Skip Navigation LinksInício > PT > A Marinha > Meios Operacionais > Superfície > Classe "João Coutinho" > NRP João Coutinho

NRP João Coutinho 

A Corveta N.R.P."JOÃO COUTINHO" (F475) é o primeiro da série de seis navios construídos, os três primeiros, nos estaleiros Blohm & Voss na Alemanha e os outros três na empresa Nacional Bazan de Construções Navais Militares em Espanha, segundo um projecto genuinamente português, da autoria do Engenheiro Construtor Naval Rogério Silva Duarte Geral D'Oliveira.

Foi lançada à água em 7 de Março de 1970. De 1970 a 1975 fez diversas missões em África, nas ex-colónias portuguesas de Angola, Moçambique, Guiné e Cabo Verde, a partir de 1975, tem sido usada para o desempenho de diversas missões, nomeadamente de busca e salvamento, vigilância e fiscalização das águas territoriais e ZEE, participando ainda em exercícios nacionais e viagens de instrução.


                                                               
Características
Deslocamento 1380t
Comprimento 85m
Boca máxima 10,3m
Calado 3,3m
Velocidade Máximo 22nós
Autonomia 5900 milhas(18nós)
Propulsão
2 Motores OEW Pielstick 12 Pc2.2 V 400 Diesel 12.000hp
Armamento e sensores
1 reparo duplo de 76mm US Mk33
1 reparo duplo Bofors de 40mm/60
1 radar de navegação KH1007
1 radar de navegação RM 1226C
Guarnição
Oficiais 7
Sargentos 14
Praças 51
 
                                                               


Símbolo Heráldico

 

Esquartelado: o primeiro e o quarto de ouro, com uma águia estendida de negro; o segundo e o terceiro de azul, com cinco estrelas de seis pontas de prata, e bordadura cosida de vermelho, carregada de oito aspas de ouro; coronel naval de ouro, forrado de vermelho; sotaposto listel de prata enrolado com a legenda N.R.P. "JOÃO COUTINHO", em letras negras tipo elzevir.

Patrono

 

João António de Azevedo Coutinho Fragoso de Sequeira nasceu em Alter do Chão em 3 de Fevereiro de 1865. Abraçou a carreira das armas em 1880 e assentou praça em Cavalaria 4 ao mesmo tempo que entrava na Escola Politécnica. Entraria na Escola Naval dois anos mais tarde e seria promovido a Guarda-Marinha em 1884.

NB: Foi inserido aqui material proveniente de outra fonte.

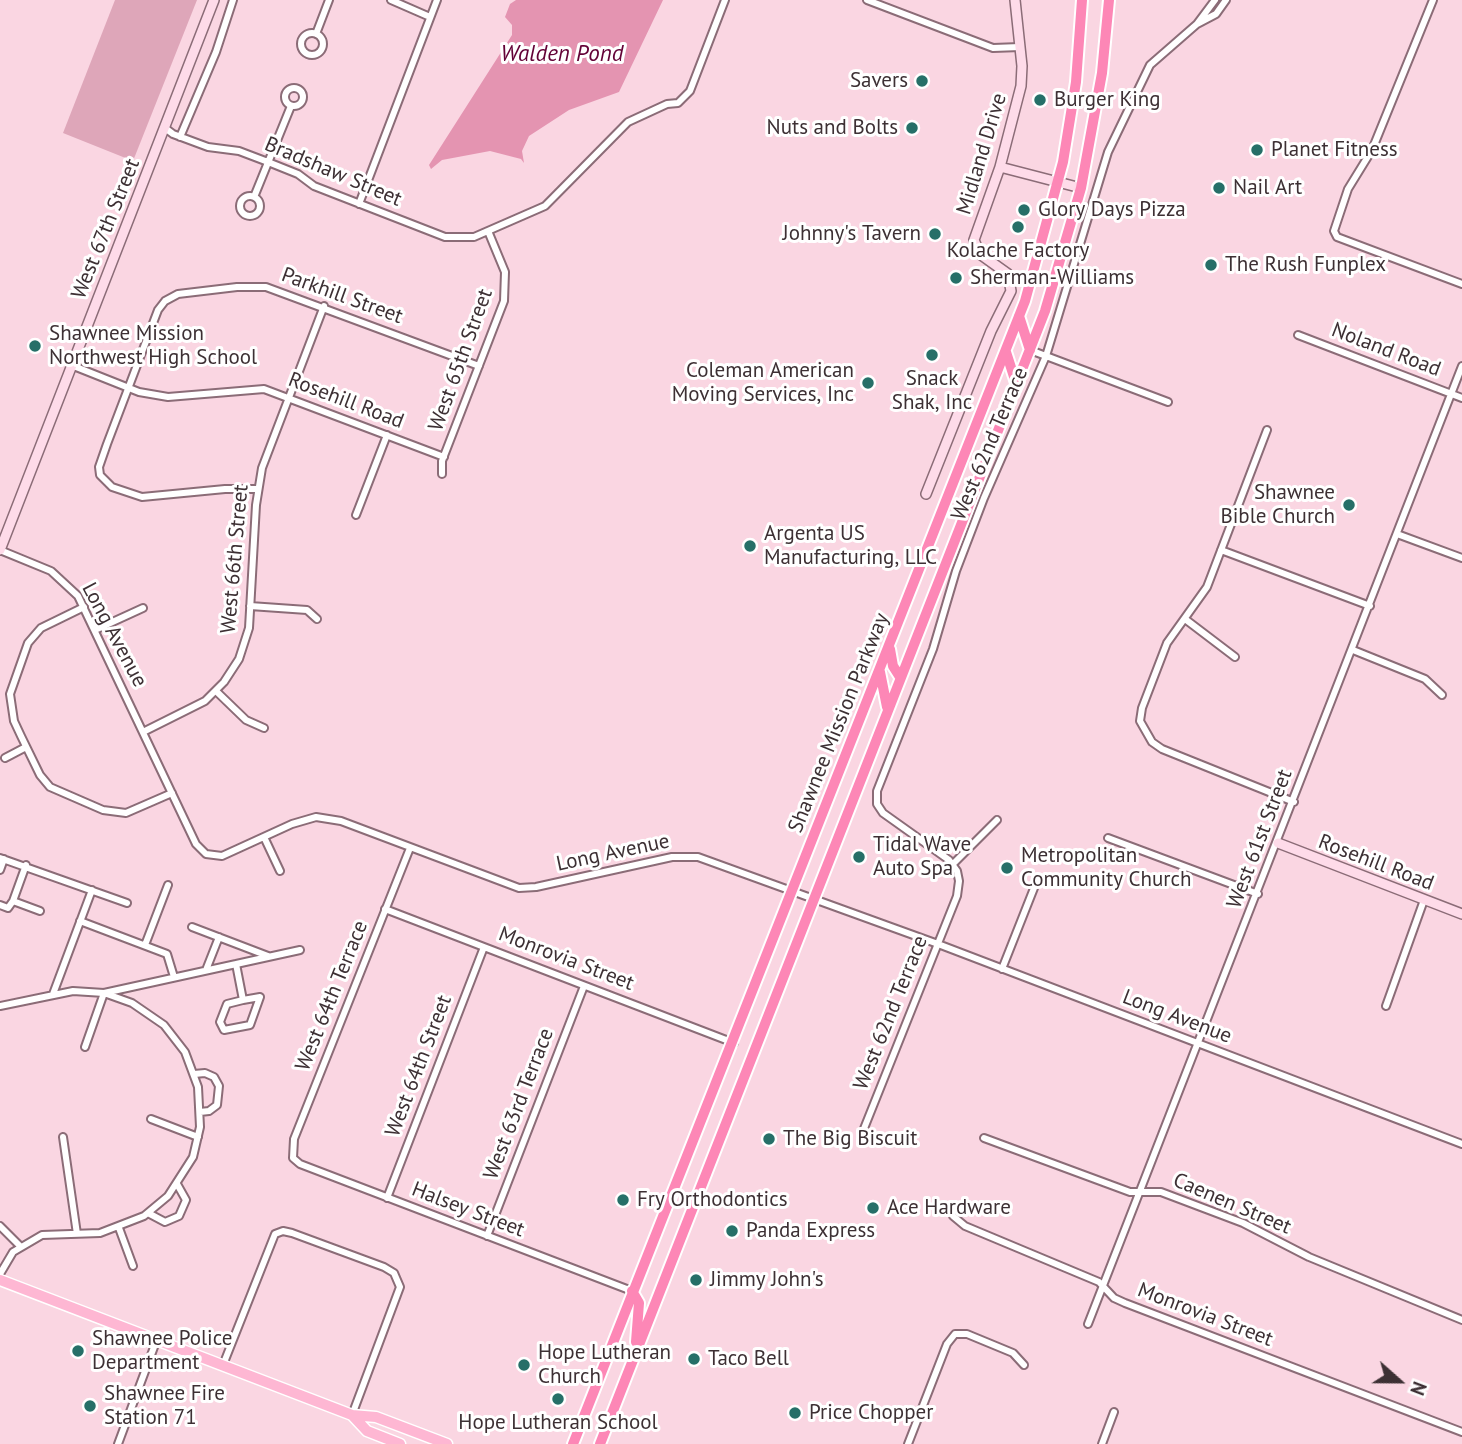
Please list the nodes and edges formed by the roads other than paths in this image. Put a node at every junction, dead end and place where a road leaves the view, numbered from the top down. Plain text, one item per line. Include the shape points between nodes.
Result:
1 (214, 0) edge
2 (233, 0) edge
3 (329, 0) edge
4 (391, 0) edge
5 (437, 0) edge
6 (725, 0) edge
7 (867, 0) edge
8 (1015, 0) edge
9 (1082, 0) edge
10 (1109, 0) edge
11 (1215, 0) edge
12 (1226, 0) edge
13 (1433, 0) edge
14 (430, 17) junction
15 (1198, 24) junction
16 (316, 34) dead end
17 (1020, 47) junction
18 (685, 96) junction
19 (689, 104) dead end
20 (291, 106) dead end
21 (165, 128) junction
22 (180, 137) junction
23 (268, 162) junction
24 (1000, 167) junction
25 (1059, 183) junction
26 (1081, 188) junction
27 (254, 197) dead end
28 (359, 204) junction
29 (488, 231) junction
30 (1462, 284) edge
31 (324, 306) junction
32 (1019, 316) junction
33 (1298, 335) dead end
34 (1030, 350) junction
35 (1006, 352) junction
36 (1046, 356) junction
37 (71, 365) junction
38 (479, 366) junction
39 (1462, 366) edge
40 (1017, 386) junction
41 (129, 387) junction
42 (1451, 394) junction
43 (289, 397) junction
44 (1462, 398) edge
45 (1168, 402) dead end
46 (1267, 430) dead end
47 (387, 435) junction
48 (444, 457) junction
49 (442, 474) dead end
50 (258, 489) junction
51 (926, 494) dead end
52 (356, 515) dead end
53 (1397, 534) junction
54 (0, 550) edge
55 (1221, 550) junction
56 (1462, 558) edge
57 (250, 606) junction
58 (1370, 606) junction
59 (84, 607) junction
60 (143, 608) dead end
61 (317, 619) dead end
62 (1185, 619) junction
63 (95, 630) junction
64 (890, 646) junction
65 (1353, 650) junction
66 (1235, 657) dead end
67 (880, 672) junction
68 (900, 677) junction
69 (216, 691) junction
70 (1442, 695) dead end
71 (887, 710) junction
72 (264, 728) dead end
73 (143, 732) junction
74 (26, 747) junction
75 (5, 758) dead end
76 (172, 793) junction
77 (1294, 802) junction
78 (997, 820) dead end
79 (264, 837) junction
80 (1108, 838) dead end
81 (1278, 844) junction
82 (410, 848) junction
83 (2, 858) edge
84 (953, 864) junction
85 (26, 865) junction
86 (0, 870) edge
87 (280, 871) dead end
88 (1038, 878) dead end
89 (168, 885) dead end
90 (92, 890) junction
91 (793, 891) junction
92 (1258, 894) junction
93 (814, 899) junction
94 (1424, 900) junction
95 (13, 901) junction
96 (127, 903) dead end
97 (0, 905) edge
98 (385, 909) junction
99 (40, 911) dead end
100 (1462, 914) edge
101 (80, 921) junction
102 (192, 927) dead end
103 (219, 937) junction
104 (938, 944) junction
105 (145, 945) junction
106 (484, 947) junction
107 (300, 950) dead end
108 (270, 957) junction
109 (236, 964) junction
110 (1002, 969) junction
111 (206, 970) junction
112 (174, 977) junction
113 (584, 986) junction
114 (104, 993) junction
115 (53, 994) junction
116 (243, 1000) junction
117 (0, 1006) edge
118 (1386, 1006) dead end
119 (733, 1042) junction
120 (1199, 1044) junction
121 (85, 1047) dead end
122 (194, 1074) junction
123 (200, 1112) junction
124 (151, 1119) dead end
125 (198, 1136) junction
126 (860, 1136) dead end
127 (63, 1137) dead end
128 (984, 1138) dead end
129 (1462, 1144) edge
130 (293, 1158) joint
131 (177, 1184) junction
132 (1142, 1191) junction
133 (387, 1198) junction
134 (952, 1209) dead end
135 (148, 1213) junction
136 (0, 1226) edge
137 (119, 1228) junction
138 (77, 1234) junction
139 (487, 1236) junction
140 (21, 1247) junction
141 (132, 1266) dead end
142 (0, 1275) edge
143 (0, 1280) edge
144 (1103, 1288) junction
145 (632, 1291) junction
146 (1462, 1320) edge
147 (1088, 1324) dead end
148 (157, 1339) junction
149 (634, 1355) junction
150 (223, 1364) junction
151 (1024, 1365) dead end
152 (1114, 1412) dead end
153 (352, 1415) junction
154 (1462, 1432) edge
155 (433, 1441) edge
156 (118, 1444) edge
157 (400, 1444) edge
158 (447, 1444) edge
159 (573, 1444) edge
160 (600, 1444) edge
161 (908, 1444) edge
162 (1102, 1444) edge

1 - 21 street, West 67th Street
2 - 22 street
3 - 16 street
4 - 14 street
5 - 14 street
6 - 18 street
7 - 17 street via 993,48
8 - 17 street, Midland Drive
9 - 25 highway, Shawnee Mission Parkway via 1076,82
10 - 26 highway, Shawnee Mission Parkway via 1102,73
11 - 15 street, West 62nd Terrace
12 - 15 street, West 62nd Terrace via 1216,14
13 - 30 street via 1372,150 1348,189 1335,222 1337,237
14 - 28 street
15 - 36 street, West 62nd Terrace via 1150,65 1129,106 1096,185
17 - 24 street, Midland Drive via 1021,86
18 - 19 street
18 - 29 street via 678,103 635,117 553,201
20 - 23 street
21 - 22 street, Bradshaw Street
21 - 37 street, West 67th Street
22 - 23 street, Bradshaw Street
23 - 27 street
23 - 28 street, Bradshaw Street
24 - 25 street
24 - 51 street, Midland Drive via 975,240 979,254 1008,274 1011,291
25 - 26 street
25 - 32 highway, Shawnee Mission Parkway
26 - 34 highway, Shawnee Mission Parkway
28 - 29 street, Bradshaw Street via 445,237 460,239
29 - 38 street, West 65th Street via 506,284
31 - 38 street, Parkhill Street
31 - 41 street, Parkhill Street via 266,287 188,293 165,300
31 - 43 street, West 66th Street
32 - 34 highway
32 - 35 highway, Shawnee Mission Parkway
33 - 42 street, Noland Road
34 - 36 street
34 - 40 highway, Shawnee Mission Parkway
35 - 40 highway
35 - 64 highway, Shawnee Mission Parkway
36 - 45 street
36 - 84 street, West 62nd Terrace via 956,570 933,649 877,791 883,813
37 - 41 street, Rosehill Road
37 - 54 street, West 67th Street
38 - 48 street, West 65th Street
39 - 42 street, West 61st Street
40 - 68 highway, Shawnee Mission Parkway
41 - 43 street, Rosehill Road via 168,397 249,388
41 - 50 street via 99,467 105,483 143,497
42 - 44 street, Noland Road
42 - 53 street, West 61st Street
43 - 47 street, Rosehill Road
43 - 50 street, West 66th Street
46 - 55 street
47 - 48 street, Rosehill Road
47 - 52 street
48 - 49 street, West 65th Street
50 - 57 street, West 66th Street
53 - 56 street
53 - 58 street, West 61st Street
54 - 59 street, Long Avenue via 51,571 73,589
55 - 58 street
55 - 62 street via 1207,587
57 - 61 street via 307,610
57 - 69 street, West 66th Street via 239,659
58 - 65 street, West 61st Street
59 - 63 street, Long Avenue
59 - 74 street via 41,628 28,643 10,694 14,721
60 - 63 street
62 - 66 street
62 - 77 street via 1167,643 1142,708 1144,730 1162,749
63 - 73 street, Long Avenue
64 - 67 highway, Shawnee Mission Parkway
64 - 68 highway
65 - 70 street via 1424,679
65 - 77 street, West 61st Street
67 - 71 highway
67 - 91 highway, Shawnee Mission Parkway
68 - 71 highway, Shawnee Mission Parkway
69 - 72 street via 246,720
69 - 73 street, West 66th Street
71 - 93 highway, Shawnee Mission Parkway
73 - 76 street, Long Avenue
74 - 75 street
74 - 76 street via 50,787 110,813 126,813
76 - 79 street, Long Avenue via 195,844 206,854 222,856
77 - 81 street, West 61st Street
78 - 84 street
79 - 82 street, Long Avenue via 316,817 334,819
79 - 87 street
80 - 92 street
81 - 92 street, West 61st Street
81 - 94 street, Rosehill Road
82 - 91 street, Long Avenue via 519,888 685,856 709,860
82 - 98 street, West 64th Terrace
83 - 85 street
83 - 86 street
84 - 104 street, West 62nd Terrace via 959,889
85 - 90 street
85 - 95 street
88 - 110 street
89 - 105 street
90 - 96 street
90 - 101 street
91 - 93 street, Long Avenue
91 - 119 highway, Shawnee Mission Parkway
92 - 120 street, West 61st Street
93 - 104 street, Long Avenue
93 - 149 highway, Shawnee Mission Parkway
94 - 100 street, Rosehill Road
94 - 118 street
95 - 97 street via 8,908
95 - 99 street
98 - 106 street, Monrovia Street
98 - 130 street, West 64th Terrace via 294,1139
101 - 105 street
101 - 115 street
102 - 103 street
103 - 108 street
103 - 111 street
104 - 110 street, Long Avenue
104 - 126 street, West 62nd Terrace
105 - 112 street via 167,954
106 - 113 street, Monrovia Street
106 - 133 street, West 64th Street
107 - 108 street
108 - 109 street
109 - 111 street
109 - 116 street
110 - 120 street, Long Avenue
111 - 112 street
112 - 114 street
113 - 119 street, Monrovia Street
113 - 139 street, West 63rd Terrace
114 - 115 street
114 - 121 street
114 - 122 street via 132,1003 164,1025 185,1052
115 - 117 street
116 - 116 street via 227,1004 220,1022 224,1031 250,1025 260,997
119 - 145 highway, Shawnee Mission Parkway
120 - 129 street, Long Avenue
120 - 132 street, West 61st Street
122 - 123 street
122 - 123 street via 214,1077 219,1086 216,1105
123 - 125 street
124 - 125 street
125 - 131 street via 193,1157
127 - 138 street
128 - 132 street, Caenen Street via 1129,1192
130 - 133 street, Halsey Street
131 - 135 street
131 - 135 street via 186,1200 179,1216 164,1222
132 - 144 street, West 61st Street
132 - 146 street, Caenen Street via 1161,1192 1243,1223 1309,1257
133 - 139 street, Halsey Street
134 - 144 street, Monrovia Street via 965,1226 1099,1282
135 - 137 street
136 - 140 street
137 - 138 street
137 - 141 street
138 - 140 street via 42,1235
139 - 145 street, Halsey Street
140 - 142 street via 7,1259
143 - 148 main road
144 - 147 street, West 61st Street
144 - 154 street, Monrovia Street via 1125,1303
145 - 149 highway via 639,1303
145 - 159 highway, Shawnee Mission Parkway
148 - 150 main road
148 - 156 street
149 - 160 highway, Shawnee Mission Parkway
150 - 153 main road
150 - 153 street via 275,1234 292,1233 384,1267 399,1278 400,1287
151 - 161 street via 1013,1353 967,1334 955,1334
152 - 162 street
153 - 155 main road via 376,1417
153 - 157 main road via 367,1431
155 - 158 main road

Em Fevereiro de 1885 Azevedo Coutinho partiria para a sua primeira comissão em Moçambique, cumprindo o seu tirocínio obrigatório de 3 anos na Divisão Naval da Índia, onde comandou os iates "Tungué" e "Lúrio" e o vapor "Auxiliar", distinguindo-se pela bravura e capacidade de comando de tropas. Terminado o tirocínio regressou ao Continente em Janeiro de 1889 mas voltaria a Moçambique em Junho do mesmo ano para nova comissão.

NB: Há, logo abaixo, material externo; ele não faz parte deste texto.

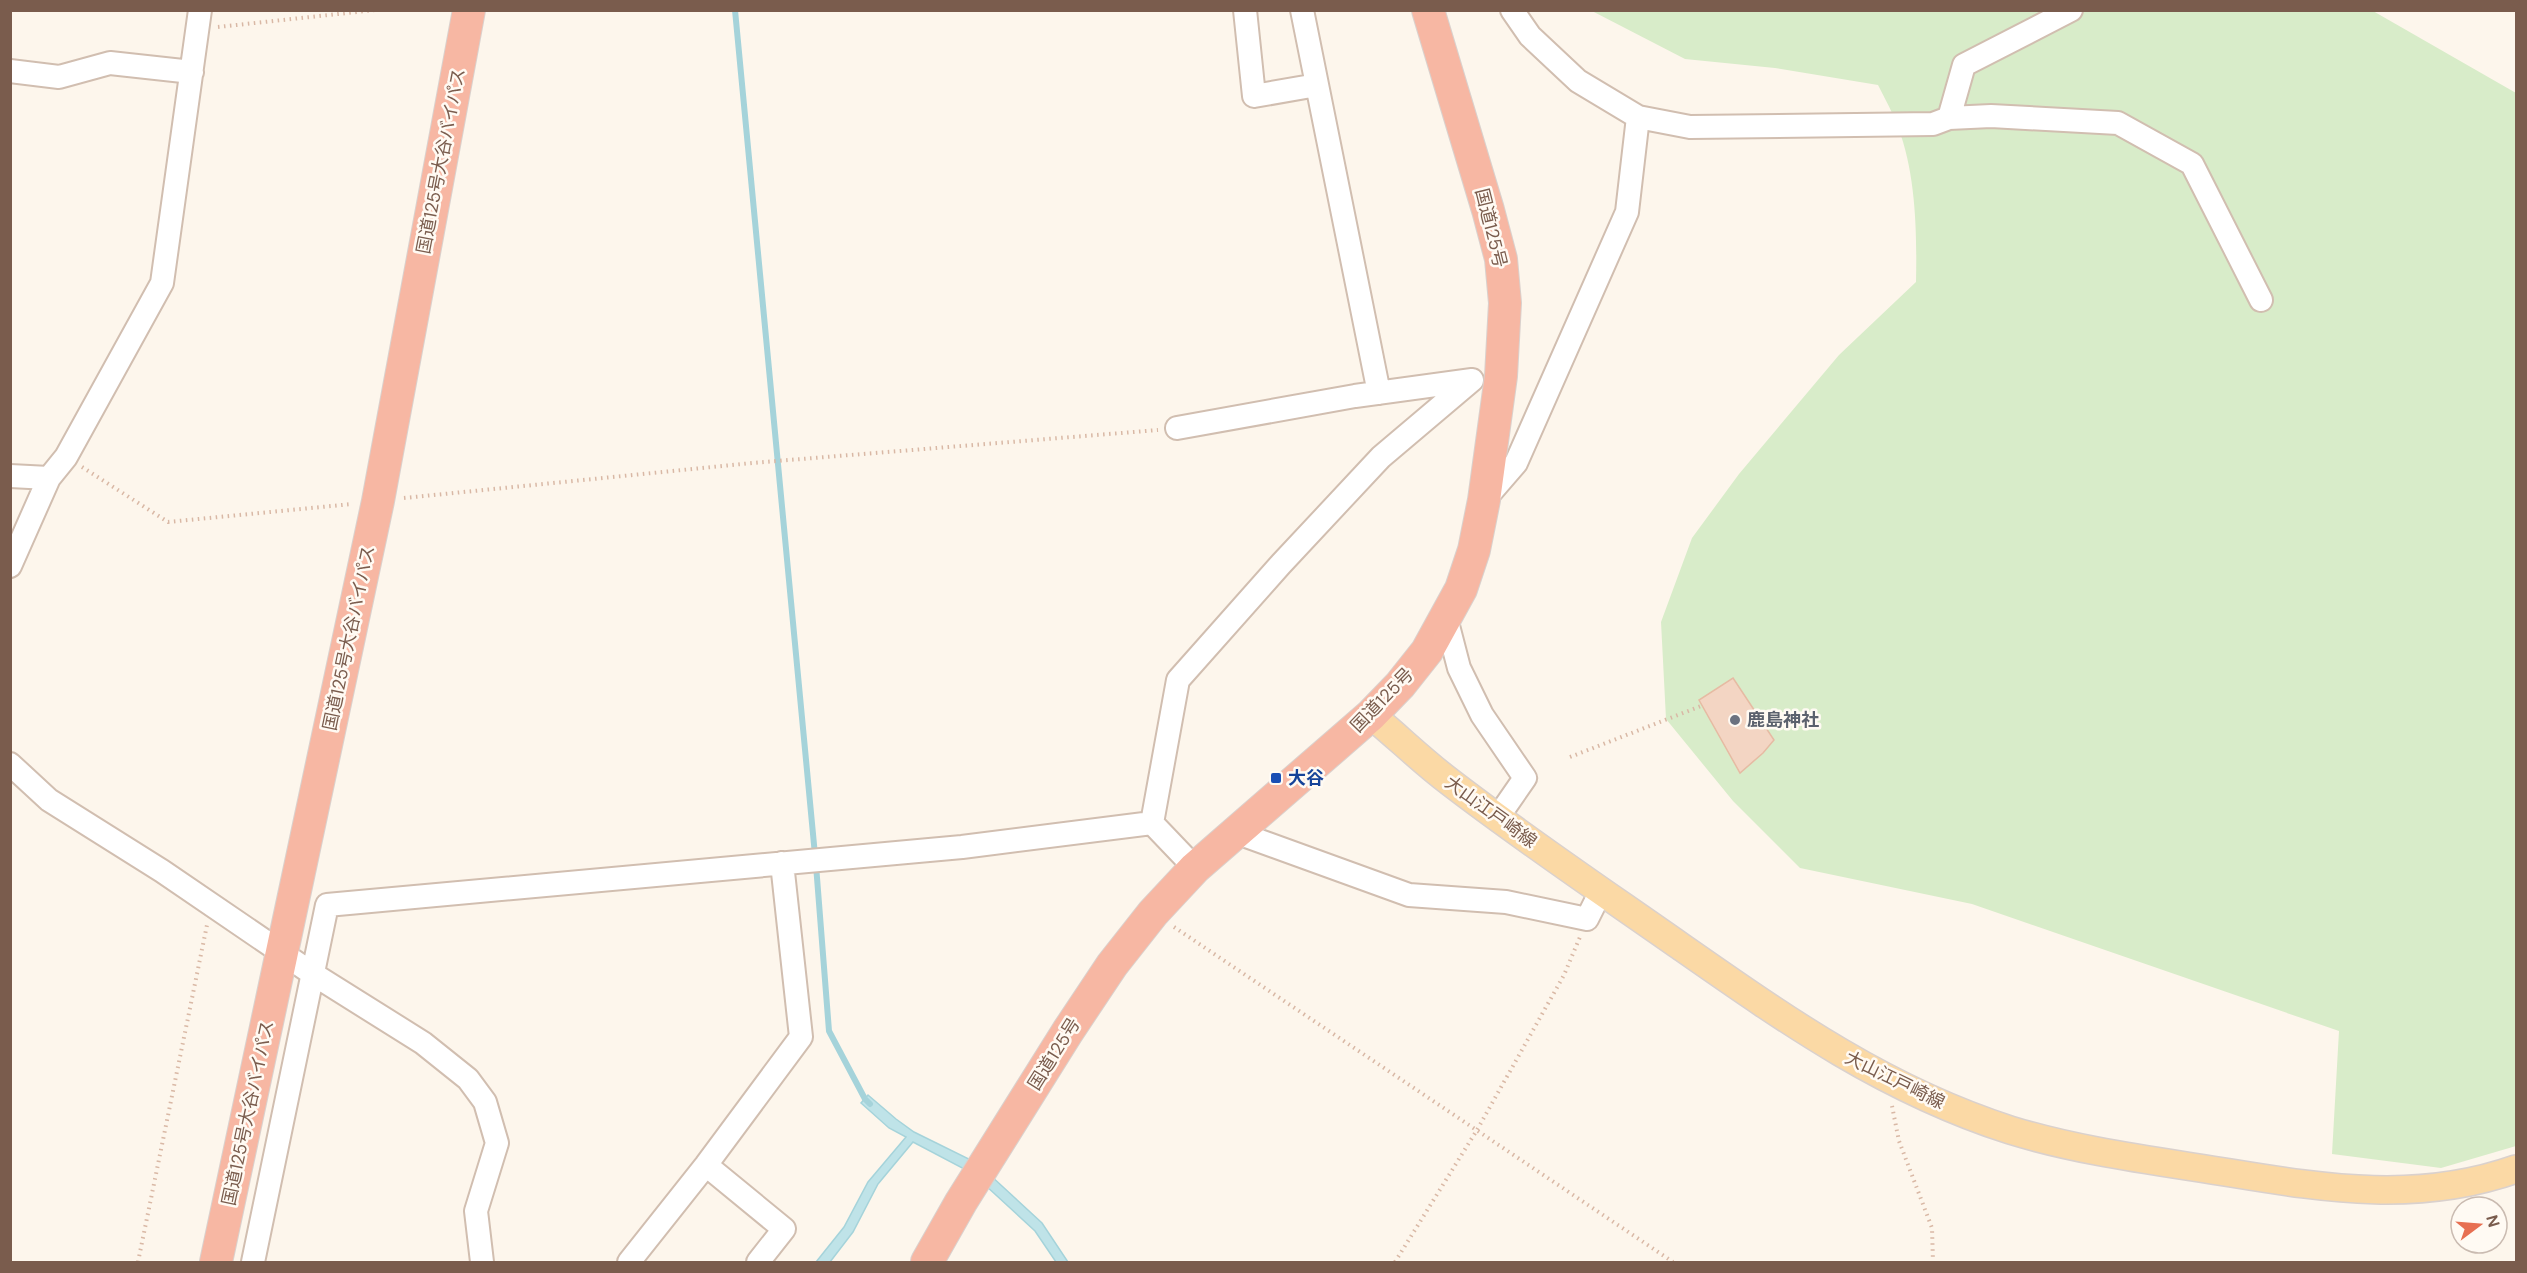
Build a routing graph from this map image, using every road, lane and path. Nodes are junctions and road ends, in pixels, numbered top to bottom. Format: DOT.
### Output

Comandou então a lancha canhoneira "Cherim" acumulando com a missão de "verificar e porventura rectificar as cartas hidrográficas do rio Zambeze".
Foi tão brilhante a sua acção que foi nomeado sucessivamente Governador Militar do Chire e Governador da Zambézia. Aos 24 anos de idade, 2º Tenente da Armada, receberia o título de "Benemérito da Pátria" por voto em Cortes e 2 anos mais tarde seria agraciado com a "Ordem de Torre e Espada" pelo Rei D. Carlos.

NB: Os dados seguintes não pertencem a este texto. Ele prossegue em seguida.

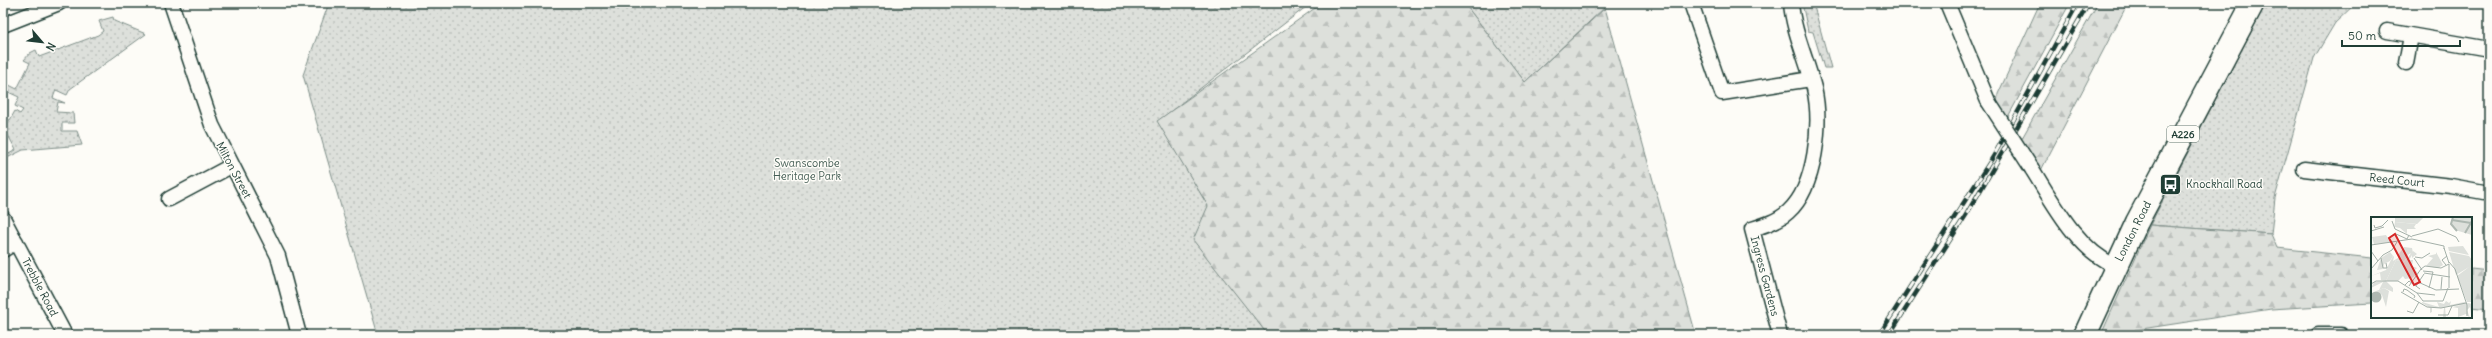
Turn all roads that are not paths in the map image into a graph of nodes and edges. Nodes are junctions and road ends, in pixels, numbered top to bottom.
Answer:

Foram 17 anos de serviços prestados a Moçambique, pacificando, combatendo a escravatura e contribuindo para a prosperidade da região. Mas não findara a saga de João Coutinho, como ficou conhecido pelas terras da Zambézia, restava-lhe ainda assumir o difícil cargo de Governador-geral da Província o que veio a acontecer em 20 de Fevereiro de 1905.

Regulamentou a navegação de cabotagem e de longo curso, mandou construir duas enfermarias e dez postos sanitários, iniciou a construção do Caminho-de-ferro da Suazilândia, fez entrar em vigor o sistema métrico decimal, elaborou um plano de balizagem da costa, mas da sua primeira linha de preocupações nunca saíram os problemas da pacificação do território.

Mudanças importantes aconteceriam, no entanto, na Metrópole e foi forçado a abandonar o cargo mas assumiu ainda, embora por breve lapso de tempo, o cargo de Ministro da Marinha e do Ultramar. Passou à reforma no posto de Capitão-de-Fragata em 1910 por imposição do novo regime. Fez-se no entanto justiça quando, mais tarde, foi reintegrado na Armada com o posto de Vice-Almirante honorário.